● **Aim of the exercise**: Every line below must be reproduced exactly; no pictures are to be included.

● **Task inputs**:
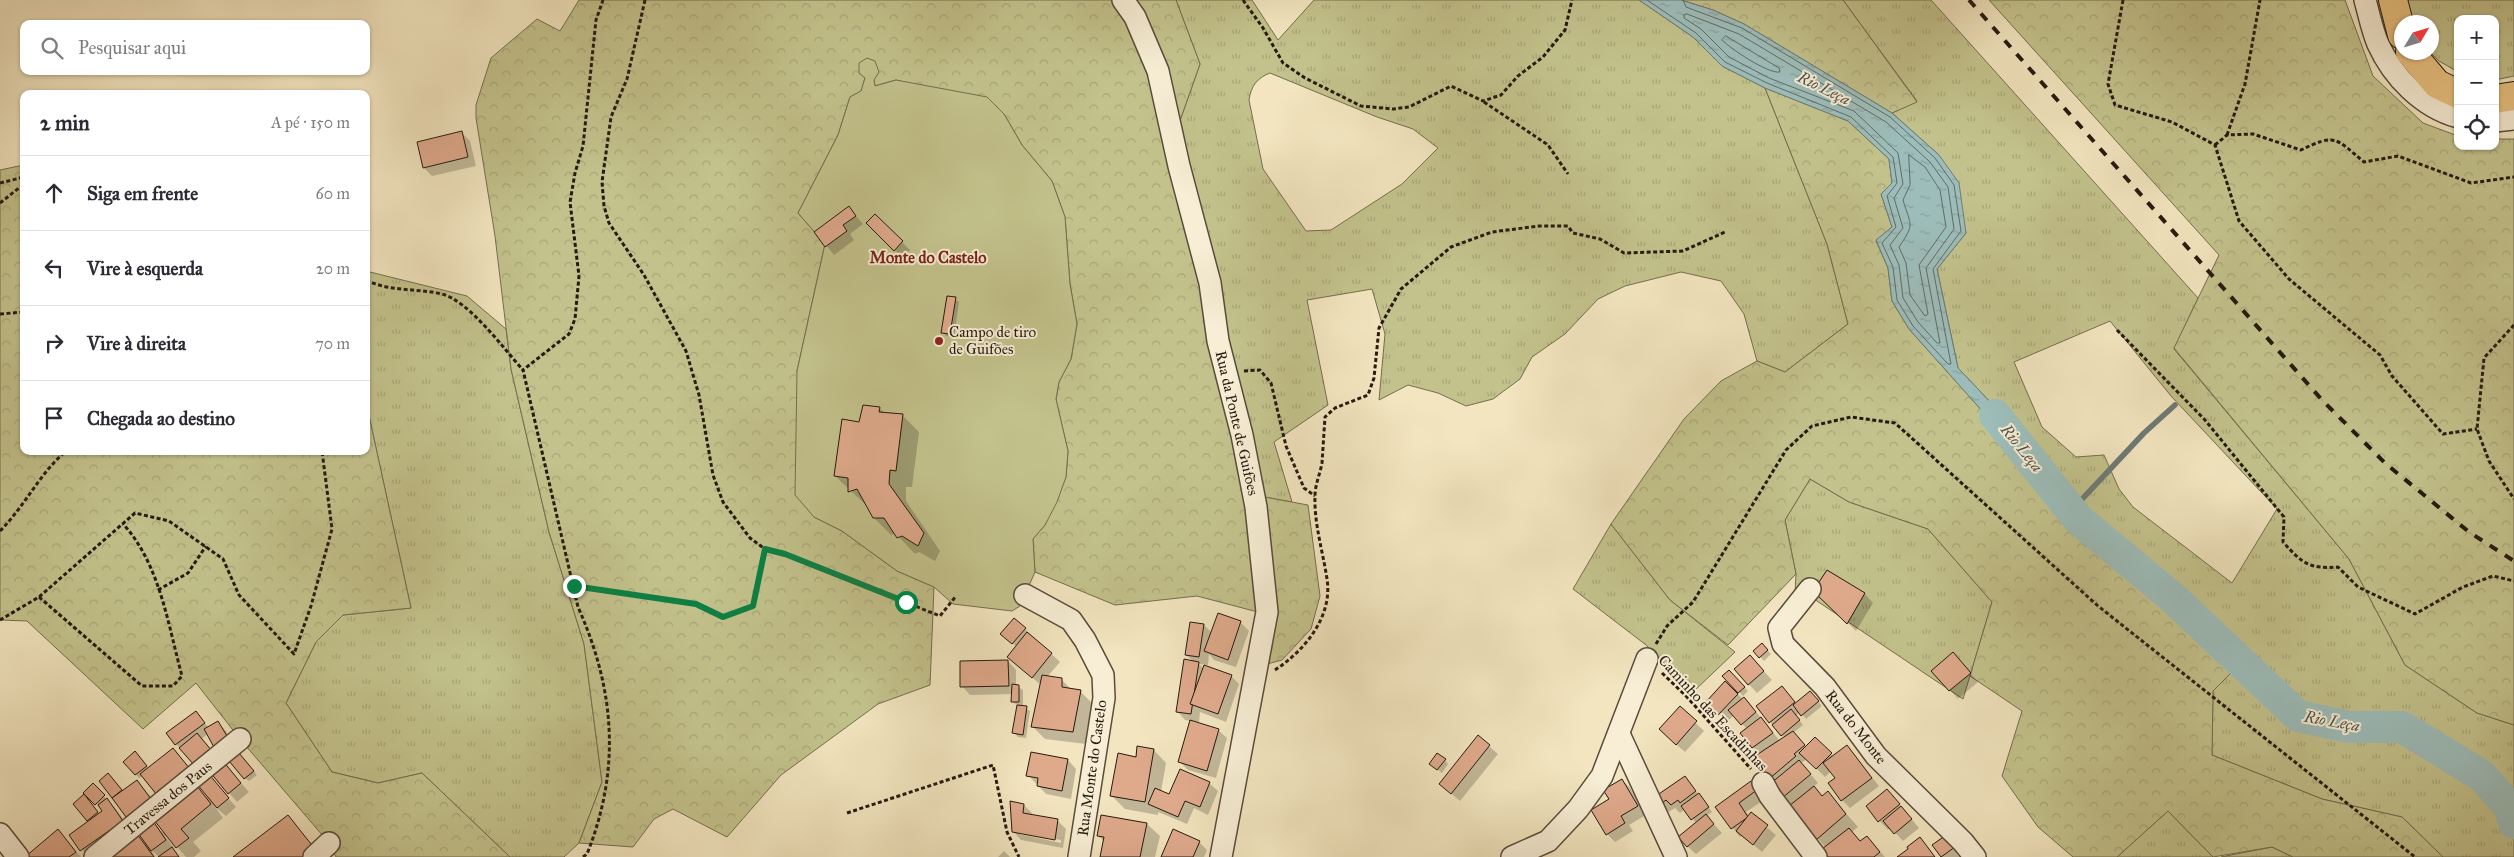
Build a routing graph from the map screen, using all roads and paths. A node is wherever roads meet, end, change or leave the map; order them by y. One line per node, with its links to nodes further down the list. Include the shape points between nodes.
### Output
1 (603, 0): 33 (path, via 596,20 583,146 570,202 579,276 575,319 569,334)
2 (644, 0): 43 (path, via 627,79 611,117 602,182 604,206 610,223 644,275 686,351 722,502 750,538)
3 (1124, 0): 34 (street, Rua da Ponte de Guifões, via 1135,17 1158,72 1210,283)
4 (1243, 0): 15 (path, via 1282,63 1361,106 1409,108 1451,86)
5 (1572, 0): 15 (path, via 1565,30 1543,57 1518,76 1501,95)
6 (2123, 0): 20 (path, via 2108,84 2115,105 2172,122)
7 (2260, 0): 19 (path, via 2245,84)
8 (2365, 0): 16 (street, via 2377,42 2388,65 2412,91 2433,107)
9 (2393, 0): 10 (highway)
10 (2397, 15)
11 (2417, 60): 12 (highway, via 2438,84)
12 (2454, 92)
13 (2514, 96): 14 (highway)
14 (2499, 98)
15 (1483, 101): 21 (path, via 1548,145)
16 (2454, 115)
17 (2514, 120): 18 (street)
18 (2499, 121)
19 (2227, 136): 20 (path); 23 (path, via 2253,134 2301,150 2325,138 2338,140 2364,162 2398,156 2471,183)
20 (2215, 145): 35 (path, via 2239,221 2289,279 2380,355 2392,376 2443,434)
21 (1568, 174)
22 (20, 177): 24 (path)
23 (2514, 177)
24 (0, 183)
25 (20, 187): 26 (path)
26 (0, 203)
27 (1725, 232): 38 (path, via 1683,251 1624,253 1600,240 1573,233 1568,226 1492,232 1451,247 1401,289 1380,328 1374,378 1368,395 1335,408 1325,417 1322,464)
28 (370, 282): 33 (path, via 379,286 443,294 468,310)
29 (20, 312): 30 (path)
30 (0, 314)
31 (2514, 326): 35 (path, via 2484,358)
32 (2117, 330): 44 (path, via 2205,420 2284,517 2283,542 2297,557 2317,569 2338,567 2358,587 2415,614 2463,587 2493,576)
33 (523, 370): 45 (path)
34 (1227, 383): 38 (path, via 1244,370 1260,370 1271,383 1286,446 1304,488); 53 (street, Rua da Ponte de Guifões, via 1242,435 1256,507 1267,612)
35 (2478, 429): 39 (path, via 2489,461)
36 (62, 455): 41 (path, via 40,476 17,514)
37 (323, 455): 42 (path, via 332,530 294,654 239,595 222,559)
38 (1315, 496): 53 (path, via 1328,581 1327,603 1312,634 1289,661 1271,672)
39 (2514, 499)
40 (123, 524): 42 (path, via 134,513 169,521); 47 (path, via 136,538 152,570); 50 (path)
41 (0, 531)
42 (206, 546): 47 (path, via 188,573)
43 (765, 549): 45 (path, via 753,606 723,617 696,604); 49 (path, via 940,616)
44 (2514, 581)
45 (574, 586): 62 (path, via 578,606 594,643 611,736 608,782 600,822)
46 (1810, 589): 69 (street, Rua do Monte, via 1779,628 1783,644 1825,687 1876,756)
47 (158, 591): 50 (path, via 182,676 173,686 142,686)
48 (1025, 594): 64 (street, Rua Monte do Castelo, via 1071,620 1103,676 1104,698)
49 (956, 596)
50 (39, 597): 51 (path)
51 (0, 620)
52 (1647, 659): 54 (street); 56 (path, Caminho das Escadinhas, via 1687,698); 70 (path, via 1667,626 1693,602 1786,450 1812,426 1851,417 1895,423 2098,606)
53 (1256, 667): 65 (street, Rua da Ponte de Guifões)
54 (1619, 734): 59 (street, via 1602,776); 67 (street)
55 (240, 740): 61 (street, Travessa dos Paus)
56 (1763, 783): 68 (street)
57 (847, 813): 63 (path, via 993,764 1007,832)
58 (0, 834): 60 (street)
59 (1551, 849): 66 (street)
60 (18, 857)
61 (95, 857)
62 (583, 857)
63 (1019, 857)
64 (1079, 857)
65 (1221, 857)
66 (1512, 857)
67 (1676, 857)
68 (1816, 857)
69 (1975, 857)
70 (2414, 857)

● **Written answer**:
Build a routing graph from the map screen, using all roads and paths. A node is wherever roads meet, end, change or leave the map; order them by y. One line per node, with its links to nodes further down the list. Include the shape points between nodes.
### Output
1 (603, 0): 33 (path, via 596,20 583,146 570,202 579,276 575,319 569,334)
2 (644, 0): 43 (path, via 627,79 611,117 602,182 604,206 610,223 644,275 686,351 722,502 750,538)
3 (1124, 0): 34 (street, Rua da Ponte de Guifões, via 1135,17 1158,72 1210,283)
4 (1243, 0): 15 (path, via 1282,63 1361,106 1409,108 1451,86)
5 (1572, 0): 15 (path, via 1565,30 1543,57 1518,76 1501,95)
6 (2123, 0): 20 (path, via 2108,84 2115,105 2172,122)
7 (2260, 0): 19 (path, via 2245,84)
8 (2365, 0): 16 (street, via 2377,42 2388,65 2412,91 2433,107)
9 (2393, 0): 10 (highway)
10 (2397, 15)
11 (2417, 60): 12 (highway, via 2438,84)
12 (2454, 92)
13 (2514, 96): 14 (highway)
14 (2499, 98)
15 (1483, 101): 21 (path, via 1548,145)
16 (2454, 115)
17 (2514, 120): 18 (street)
18 (2499, 121)
19 (2227, 136): 20 (path); 23 (path, via 2253,134 2301,150 2325,138 2338,140 2364,162 2398,156 2471,183)
20 (2215, 145): 35 (path, via 2239,221 2289,279 2380,355 2392,376 2443,434)
21 (1568, 174)
22 (20, 177): 24 (path)
23 (2514, 177)
24 (0, 183)
25 (20, 187): 26 (path)
26 (0, 203)
27 (1725, 232): 38 (path, via 1683,251 1624,253 1600,240 1573,233 1568,226 1492,232 1451,247 1401,289 1380,328 1374,378 1368,395 1335,408 1325,417 1322,464)
28 (370, 282): 33 (path, via 379,286 443,294 468,310)
29 (20, 312): 30 (path)
30 (0, 314)
31 (2514, 326): 35 (path, via 2484,358)
32 (2117, 330): 44 (path, via 2205,420 2284,517 2283,542 2297,557 2317,569 2338,567 2358,587 2415,614 2463,587 2493,576)
33 (523, 370): 45 (path)
34 (1227, 383): 38 (path, via 1244,370 1260,370 1271,383 1286,446 1304,488); 53 (street, Rua da Ponte de Guifões, via 1242,435 1256,507 1267,612)
35 (2478, 429): 39 (path, via 2489,461)
36 (62, 455): 41 (path, via 40,476 17,514)
37 (323, 455): 42 (path, via 332,530 294,654 239,595 222,559)
38 (1315, 496): 53 (path, via 1328,581 1327,603 1312,634 1289,661 1271,672)
39 (2514, 499)
40 (123, 524): 42 (path, via 134,513 169,521); 47 (path, via 136,538 152,570); 50 (path)
41 (0, 531)
42 (206, 546): 47 (path, via 188,573)
43 (765, 549): 45 (path, via 753,606 723,617 696,604); 49 (path, via 940,616)
44 (2514, 581)
45 (574, 586): 62 (path, via 578,606 594,643 611,736 608,782 600,822)
46 (1810, 589): 69 (street, Rua do Monte, via 1779,628 1783,644 1825,687 1876,756)
47 (158, 591): 50 (path, via 182,676 173,686 142,686)
48 (1025, 594): 64 (street, Rua Monte do Castelo, via 1071,620 1103,676 1104,698)
49 (956, 596)
50 (39, 597): 51 (path)
51 (0, 620)
52 (1647, 659): 54 (street); 56 (path, Caminho das Escadinhas, via 1687,698); 70 (path, via 1667,626 1693,602 1786,450 1812,426 1851,417 1895,423 2098,606)
53 (1256, 667): 65 (street, Rua da Ponte de Guifões)
54 (1619, 734): 59 (street, via 1602,776); 67 (street)
55 (240, 740): 61 (street, Travessa dos Paus)
56 (1763, 783): 68 (street)
57 (847, 813): 63 (path, via 993,764 1007,832)
58 (0, 834): 60 (street)
59 (1551, 849): 66 (street)
60 (18, 857)
61 (95, 857)
62 (583, 857)
63 (1019, 857)
64 (1079, 857)
65 (1221, 857)
66 (1512, 857)
67 (1676, 857)
68 (1816, 857)
69 (1975, 857)
70 (2414, 857)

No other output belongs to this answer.